For those unfamiliar with the movie, Jules and Jim are best friends living la vie Boheme in belle epoque Paris.  Jules meets Catherine and they fall in love.  Catherine is a capricious, complicated woman who also falls in love with Jim, but events conspire to put her together with Jules.  They get married and have a child, but Catherine is restless and inconstant and still wants Jim (among other men).  Instead of leaving Jules with the child, they invite Jim to live with them in the Rhine valley.  Everyone has the best intentions and is full of love, but they cannot keep from causing each other suffering as their complicated love story unfolds.

Catherine sounds like a handful, doesn’t she?  And yet, I once knew a woman a lot like her.  She was very beautiful and charismatic, loved whoever she wanted to whenever she wanted to for as long as she wanted to, and never gave a thought to how she might be living tomorrow; there would always, it seemed, be someone there to take care of her, give her whatever she needed, indulge whatever whim she might have.  I have no trouble buying that such an arrangement might arise between a woman and a pair of of men in Europe between the wars.  And such a story could be really pulpy and soapy (if something can be both pulpy and soapy) but Truffaut handles it all with a wonderful dry-eyed realism,  with a sympathetic camera and journalistic editing style, letting the story speak for itself.

Imagine my surprise when I learned, elsewhere on the Criterion edition (where else?) that the movie is based on the true story of a clutch of real bohemians in the real Europe of 1914-34 (or so).  After watching the thrilling, lyrical movie it’s great to watch the documentary included and hear the stories of the children of all these bohemians, who not only don’t have particularly bad memories of their parents’ unconventional lifestyles but actually mostly idolize them.  If they critcise them, it’s for their innocence, not their morality. 

Because morality is at the center of the story.  In the movie, Jules and Jim and Catherine make up their own rules for living from day to day.  Life, of course, imposes its own rules, as life will, and the conflict between the characters and the immutable laws of the universe forces a tragic end to their story.  It’s sort of a metaphor for the whole belle epoch lifestyle, legislating its own morality until the Nazis come along with their own vision of morality, one enforced at gunpoint.

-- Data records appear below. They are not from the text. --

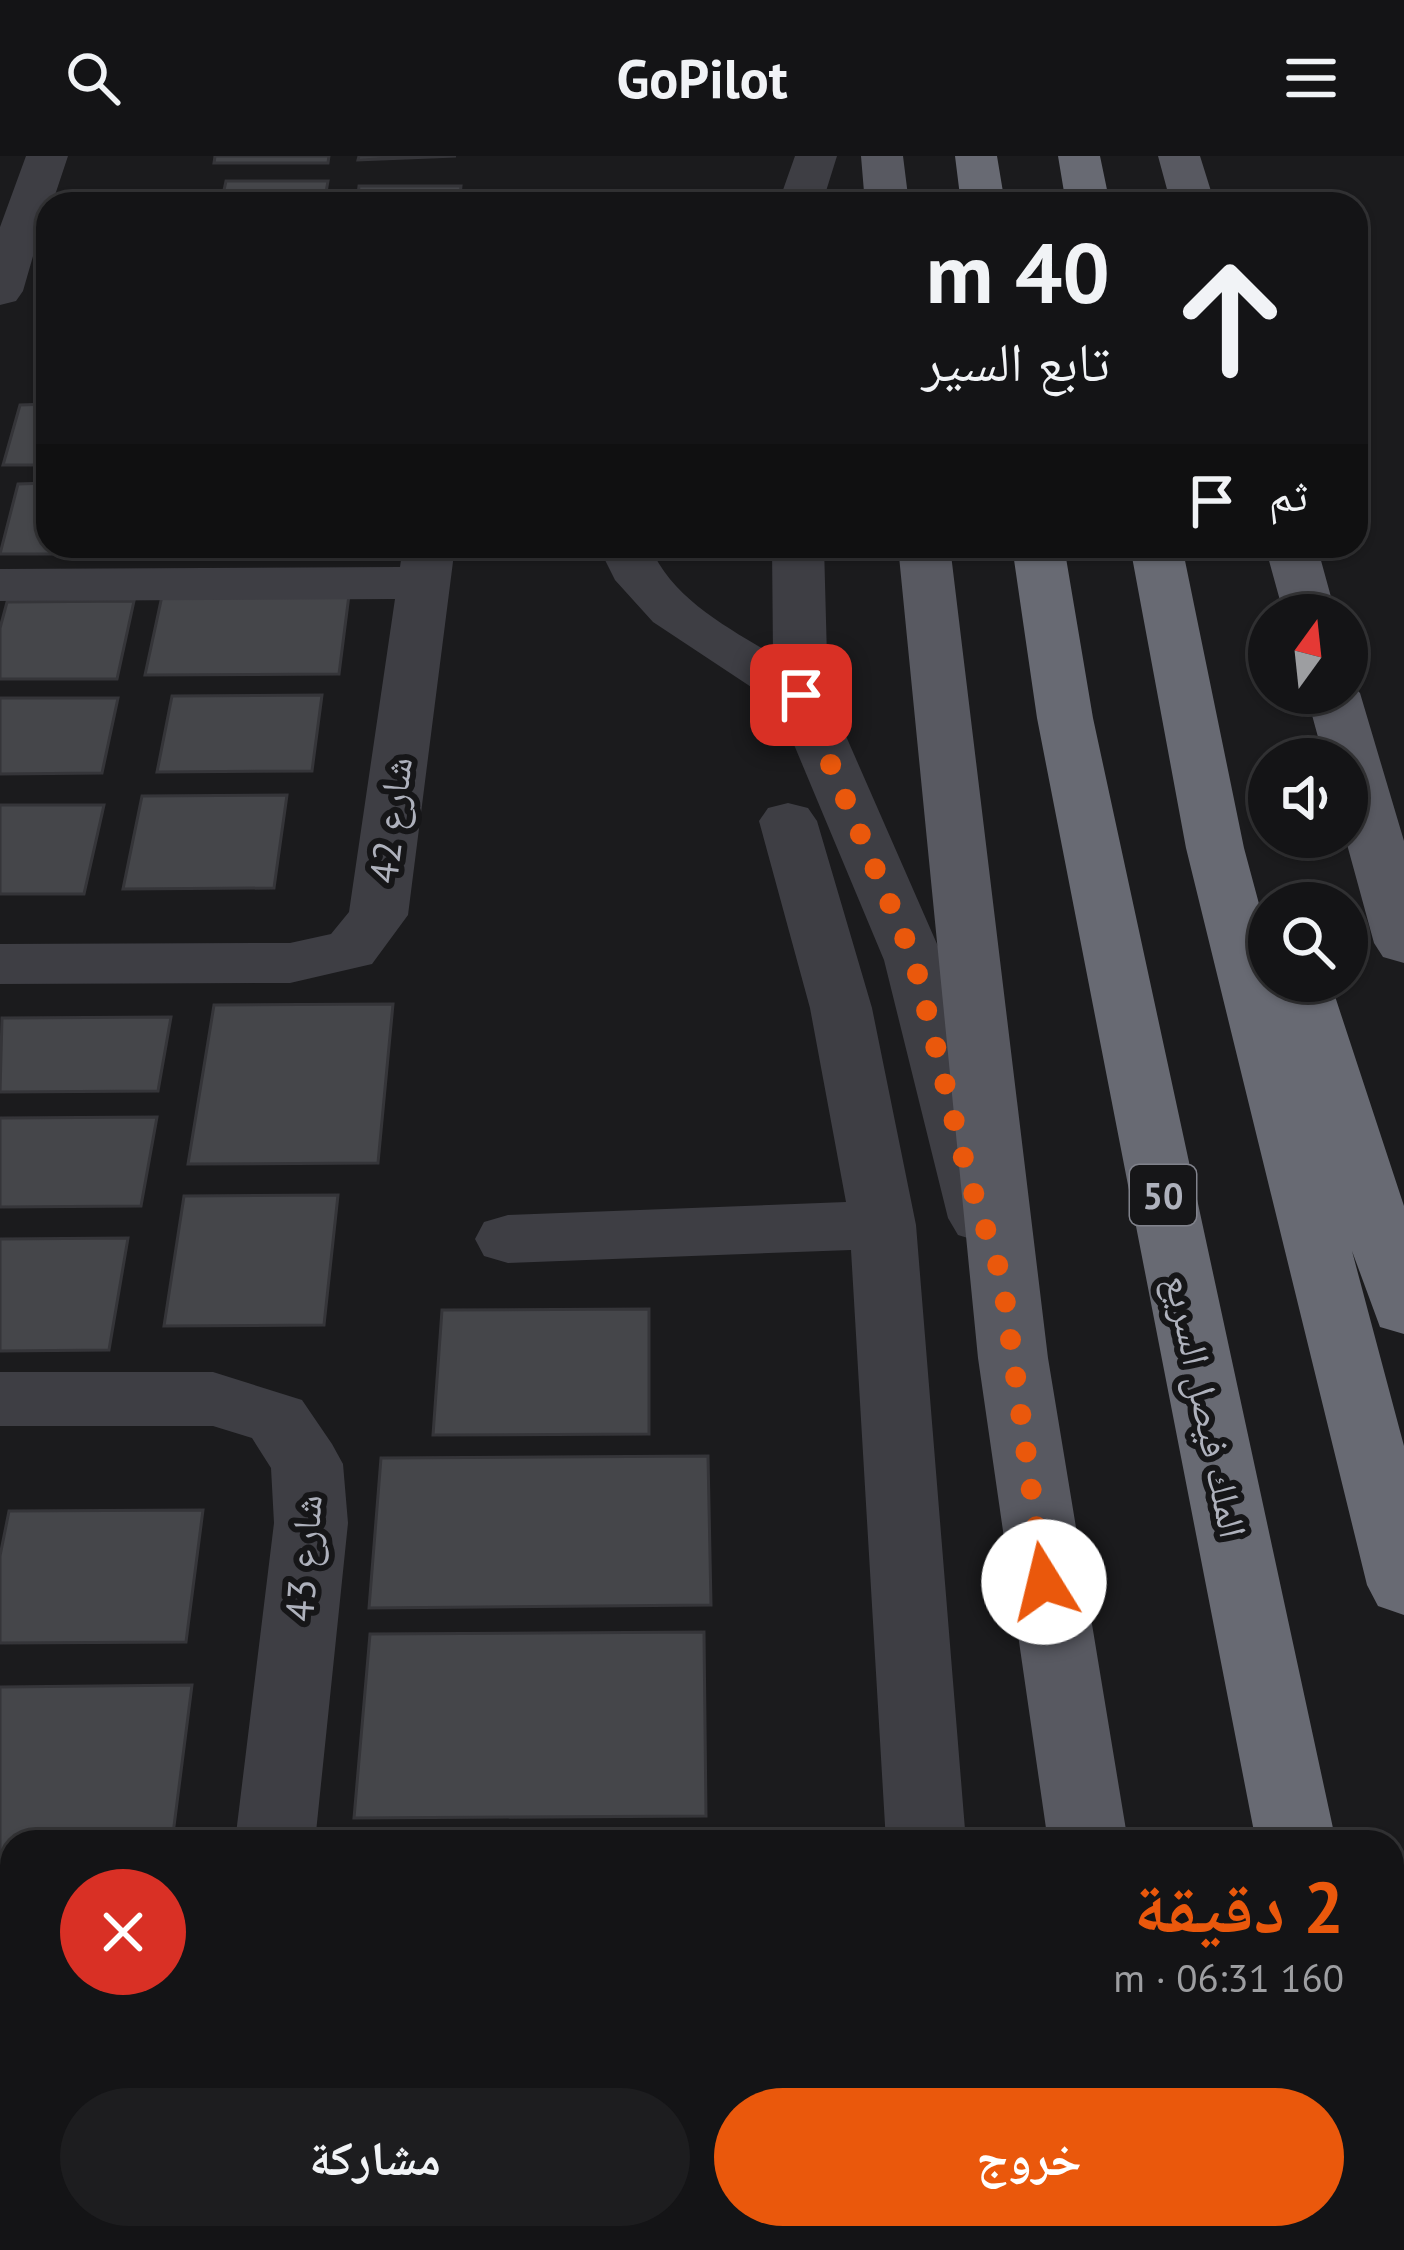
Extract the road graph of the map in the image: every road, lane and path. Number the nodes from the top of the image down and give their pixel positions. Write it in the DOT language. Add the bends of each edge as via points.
graph roads {
  1 [pos="816,156"];
  2 [pos="882,156"];
  3 [pos="976,156"];
  4 [pos="1079,156"];
  5 [pos="37,157"];
  6 [pos="804,192"];
  7 [pos="886,192"];
  8 [pos="981,192"];
  9 [pos="1086,192"];
  10 [pos="18,279"];
  11 [pos="628,558"];
  12 [pos="798,558"];
  13 [pos="925,558"];
  14 [pos="1040,558"];
  15 [pos="1158,558"];
  16 [pos="1294,558"];
  17 [pos="426,564"];
  18 [pos="0,585"];
  19 [pos="1304,594"];
  20 [pos="801,695"];
  21 [pos="1339,714"];
  22 [pos="788,821"];
  23 [pos="1215,848"];
  24 [pos="1248,893"];
  25 [pos="1404,943"];
  26 [pos="0,964"];
  27 [pos="1306,1002"];
  28 [pos="883,1225"];
  29 [pos="508,1239"];
  30 [pos="1002,1278"];
  31 [pos="1404,1309"];
  32 [pos="0,1400"];
  33 [pos="1404,1586"];
  34 [pos="275,1830"];
  35 [pos="925,1830"];
  36 [pos="1086,1830"];
  37 [pos="1295,1830"];
  1 -- 6 [label="street"];
  2 -- 7 [label="main road"];
  3 -- 8 [label="highway"];
  4 -- 9 [label="highway"];
  5 -- 10 [label="street"];
  11 -- 20 [label="street" via="664,604"];
  12 -- 20 [label="street"];
  13 -- 30 [label="main road"];
  14 -- 37 [label="highway, الملك فيصل السريع / 50" via="1065,718"];
  15 -- 23 [label="highway"];
  16 -- 19 [label="main road"];
  17 -- 18 [label="street"];
  17 -- 26 [label="street, شارع 42" via="378,915 351,950 290,963"];
  20 -- 30 [label="street" via="914,960"];
  21 -- 25 [label="main road"];
  22 -- 28 [label="street" via="841,1008"];
  23 -- 24 [label="highway"];
  23 -- 33 [label="highway"];
  27 -- 31 [label="highway"];
  28 -- 29 [label="street"];
  28 -- 35 [label="street"];
  30 -- 36 [label="main road"];
  32 -- 34 [label="street, شارع 43" via="213,1399 277,1419 307,1464 311,1523"];
}
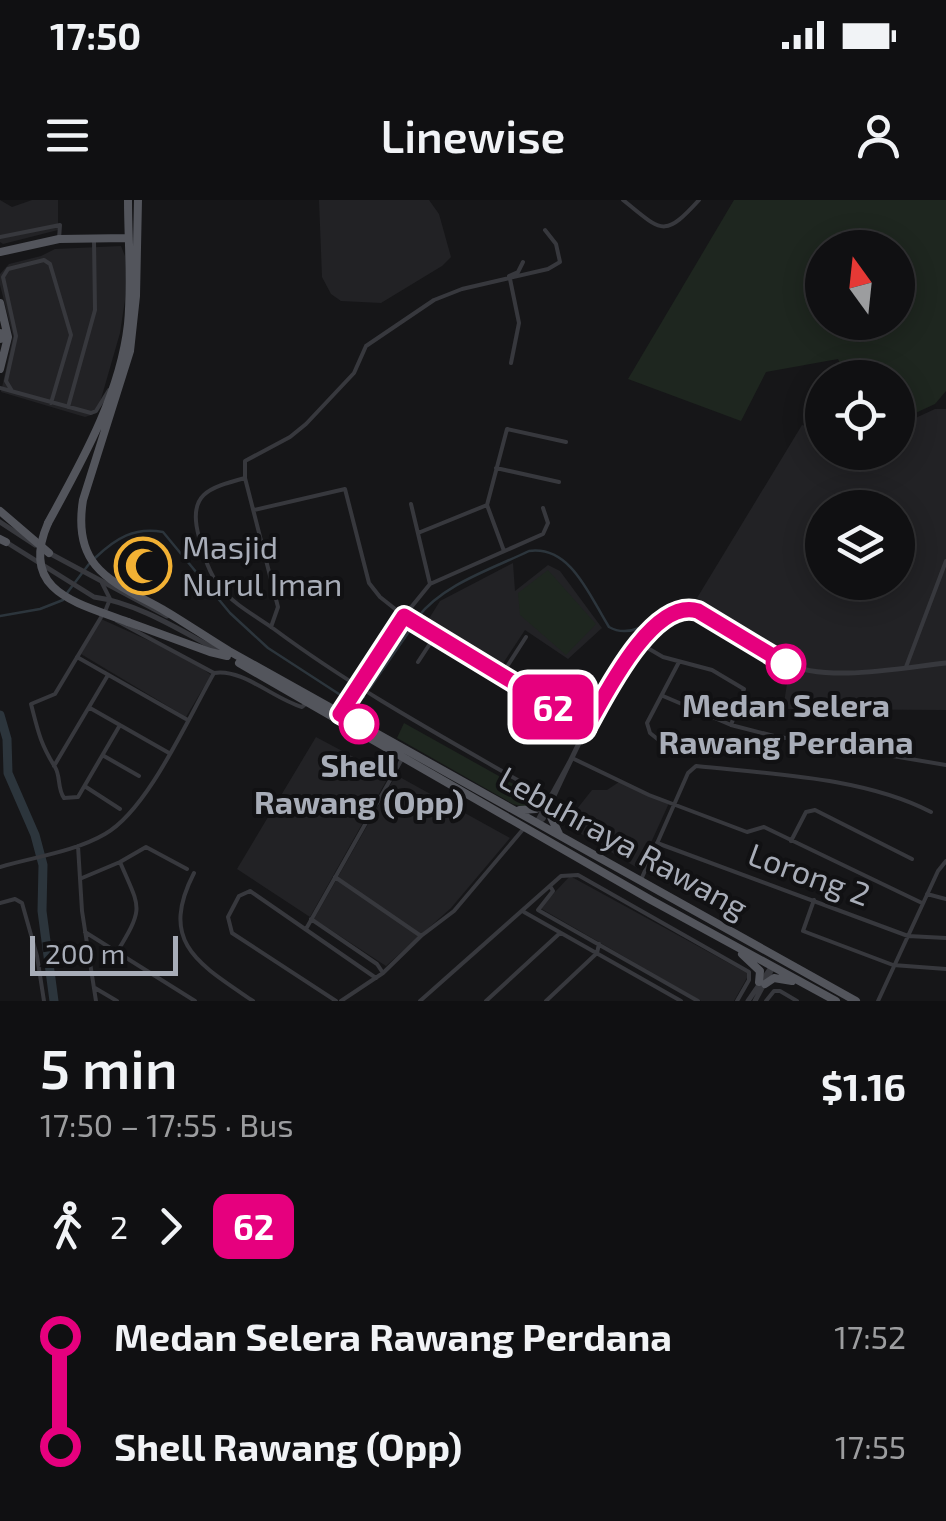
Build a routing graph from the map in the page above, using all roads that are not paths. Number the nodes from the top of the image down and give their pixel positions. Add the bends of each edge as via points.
1 (128, 200) edge
2 (138, 200) edge
3 (623, 200) edge
4 (697, 201) edge
5 (137, 222) junction
6 (545, 230) dead end
7 (0, 237) edge
8 (128, 238) junction
9 (60, 239) junction
10 (94, 240) junction
11 (107, 240) junction
12 (0, 252) edge
13 (524, 262) dead end
14 (508, 279) junction
15 (0, 304) edge
16 (129, 309) junction
17 (511, 363) dead end
18 (0, 366) edge
19 (116, 376) junction
20 (0, 388) edge
21 (12, 391) junction
22 (51, 402) junction
23 (68, 408) junction
24 (566, 442) dead end
25 (496, 468) junction
26 (246, 478) junction
27 (559, 482) dead end
28 (411, 504) dead end
29 (487, 505) junction
30 (543, 508) dead end
31 (0, 510) edge
32 (254, 510) junction
33 (0, 522) edge
34 (418, 533) junction
35 (2, 541) edge
36 (504, 551) junction
37 (49, 553) junction
38 (946, 562) edge
39 (943, 576) edge
40 (106, 582) junction
41 (430, 584) junction
42 (94, 596) junction
43 (110, 599) junction
44 (102, 613) junction
45 (404, 616) junction
46 (271, 627) junction
47 (435, 636) junction
48 (526, 637) dead end
49 (639, 643) junction
50 (221, 652) junction
51 (77, 657) junction
52 (418, 662) dead end
53 (680, 662) junction
54 (946, 663) edge
55 (906, 667) junction
56 (214, 673) junction
57 (108, 675) junction
58 (501, 676) junction
59 (357, 686) junction
60 (663, 696) junction
61 (308, 702) junction
62 (89, 707) junction
63 (340, 714) junction
64 (187, 720) junction
65 (120, 725) junction
66 (730, 725) junction
67 (587, 727) junction
68 (678, 742) dead end
69 (169, 752) junction
70 (102, 755) junction
71 (403, 757) junction
72 (572, 758) junction
73 (946, 765) edge
74 (54, 766) junction
75 (138, 776) dead end
76 (84, 786) junction
77 (549, 801) junction
78 (674, 805) junction
79 (120, 808) dead end
80 (511, 808) junction
81 (930, 812) dead end
82 (537, 823) junction
83 (521, 825) junction
84 (540, 836) junction
85 (561, 837) junction
86 (791, 840) junction
87 (657, 843) junction
88 (78, 846) junction
89 (912, 860) dead end
90 (946, 861) edge
91 (120, 862) junction
92 (0, 867) edge
93 (188, 870) dead end
94 (194, 873) dead end
95 (335, 877) junction
96 (82, 878) junction
97 (640, 882) junction
98 (550, 886) junction
99 (630, 888) junction
100 (927, 894) junction
101 (651, 900) junction
102 (814, 900) junction
103 (946, 900) edge
104 (623, 902) junction
105 (0, 903) edge
106 (922, 903) junction
107 (522, 911) junction
108 (644, 913) junction
109 (311, 919) junction
110 (306, 929) junction
111 (85, 932) junction
112 (561, 933) junction
113 (421, 936) junction
114 (908, 936) junction
115 (946, 938) edge
116 (599, 944) junction
117 (730, 944) junction
118 (763, 950) junction
119 (117, 952) junction
120 (597, 954) junction
121 (791, 965) junction
122 (894, 965) junction
123 (772, 966) junction
124 (946, 968) edge
125 (384, 973) junction
126 (376, 978) junction
127 (801, 982) junction
128 (762, 983) junction
129 (94, 987) junction
130 (44, 1001) edge
131 (96, 1001) edge
132 (117, 1001) edge
133 (195, 1001) edge
134 (252, 1001) edge
135 (338, 1001) edge
136 (420, 1001) edge
137 (486, 1001) edge
138 (546, 1001) edge
139 (680, 1001) edge
140 (698, 1001) edge
141 (737, 1001) edge
142 (751, 1001) edge
143 (766, 1001) edge
144 (797, 1001) edge
145 (836, 1001) edge
146 (856, 1001) edge
147 (878, 1001) edge

1 - 8 main road
2 - 5 main road
3 - 4 street via 666,228
5 - 8 main road
5 - 40 main road via 131,341 80,520 86,549
6 - 14 street via 560,262
7 - 9 street via 60,226
8 - 11 main road
8 - 16 main road
9 - 10 main road
9 - 12 main road
10 - 11 main road
10 - 23 street via 95,310
11 - 16 main road via 125,247
13 - 14 street
14 - 17 street via 519,324
14 - 26 street via 448,294 366,346 354,373 306,424 244,461
15 - 18 main road via 8,337
16 - 19 main road
19 - 23 street via 96,410
19 - 50 main road, bridge via 42,537 39,559 51,587 67,598
20 - 21 street
21 - 22 street
21 - 22 street via 6,381 16,336 3,277 8,269 44,260 70,335
22 - 23 street
24 - 25 street via 507,429
25 - 27 street
25 - 29 street
26 - 32 street
26 - 46 street via 204,494 194,514 214,578
28 - 34 street
29 - 34 street
29 - 36 street
30 - 36 street via 543,534
31 - 37 main road
32 - 45 street via 344,489 370,584
32 - 46 street via 278,607
33 - 37 street
34 - 41 street
35 - 42 street, Lebuhraya Rawang
36 - 41 street
37 - 40 street
38 - 39 street
39 - 55 street
40 - 43 street
40 - 63 main road, Lebuhraya Rawang
41 - 45 street
42 - 43 street, Lebuhraya Rawang
42 - 44 street
43 - 44 street
43 - 50 street, Lebuhraya Rawang
44 - 51 street
44 - 56 street
45 - 47 street
45 - 59 street
46 - 59 street
47 - 52 street
47 - 58 street
48 - 58 street
49 - 53 street
49 - 55 street via 664,618 698,611 796,668 821,673
49 - 67 street
50 - 61 main road, Lebuhraya Rawang
51 - 57 street
51 - 74 street via 55,694 31,704
53 - 60 street
53 - 66 street via 744,688
54 - 55 street
56 - 61 street via 228,671 302,707
56 - 64 street
57 - 62 street
57 - 64 street
58 - 67 street
59 - 63 street
59 - 77 street
60 - 66 street
60 - 68 street via 647,728 665,745
61 - 71 main road, Lebuhraya Rawang
62 - 65 street
62 - 74 street
63 - 80 main road, Lebuhraya Rawang
64 - 69 street
65 - 69 street
65 - 70 street
66 - 73 street
67 - 72 street
69 - 88 street via 131,813
70 - 75 street
70 - 76 street
71 - 83 main road, Lebuhraya Rawang
71 - 95 street
72 - 77 street
72 - 78 street
74 - 76 street via 60,794 71,800
76 - 79 street
77 - 80 main road via 530,810
77 - 82 street
77 - 85 main road
78 - 81 street via 696,766 853,786
78 - 86 street via 746,832 764,827
78 - 87 street
80 - 82 main road, Lebuhraya Rawang
82 - 83 main road
82 - 84 main road
82 - 85 main road, Lebuhraya Rawang
83 - 84 main road, Lebuhraya Rawang
83 - 113 street via 454,911
84 - 99 main road, Lebuhraya Rawang
85 - 97 main road, Lebuhraya Rawang
86 - 89 street via 806,812 816,810
86 - 106 street
87 - 97 street
87 - 102 street, Lorong 2
88 - 92 street
88 - 96 street
90 - 100 street
91 - 93 street via 146,847
91 - 96 street
91 - 119 street via 139,911
94 - 134 street via 179,910 180,932 203,967
95 - 109 street
95 - 113 street
96 - 111 street
97 - 118 main road, Lebuhraya Rawang
98 - 104 street via 568,874 578,876
98 - 107 street
98 - 116 street via 538,910
99 - 101 main road, Lebuhraya Rawang
99 - 104 street
100 - 103 street
100 - 106 street
101 - 108 street
101 - 117 main road, Lebuhraya Rawang
102 - 114 street, Lorong 2
102 - 122 street via 802,930
104 - 108 street
105 - 130 street via 22,903
106 - 114 street
107 - 112 street
107 - 136 street
108 - 141 street via 748,972
109 - 110 street
109 - 125 street
110 - 126 street
110 - 135 street via 250,891 239,896 228,917 232,933
111 - 119 street
111 - 129 street
112 - 120 street
112 - 137 street
113 - 125 street
114 - 115 street, Lorong 2
114 - 122 street
116 - 120 street
116 - 140 street
117 - 123 main road, Lebuhraya Rawang
117 - 128 main road via 758,968
118 - 121 main road, Lebuhraya Rawang
118 - 123 main road
119 - 133 street
120 - 138 street
120 - 139 street
121 - 123 main road
121 - 146 main road, Lebuhraya Rawang
122 - 124 street
122 - 147 street
123 - 127 main road, Lebuhraya Rawang
123 - 128 street
125 - 126 street
126 - 135 street
127 - 128 main road
127 - 145 main road, Lebuhraya Rawang
128 - 142 street
129 - 131 street
129 - 132 street
143 - 144 street via 774,991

In real life however, Jules’s and Jim’s and Catherine’s lives don’t end in 1934.  They all go on with their lives, raise children in various places around Europe, make livings in the margins of the literary world, have innumerable other affairs and complicated arrangements (Jim, for instance, after leaving Catherine and Jules, lived with three other women at once, promising to marry “whoever survived”), and live to ripe old ages (Catherine lived to be 96!).  Truffaut says that these arrangements must have caused great turmoil and suffering, but his movie is full of joy and life (the tone of which is apparently taken from the novel).  He didn’t make a cautionary tale, he made a love story.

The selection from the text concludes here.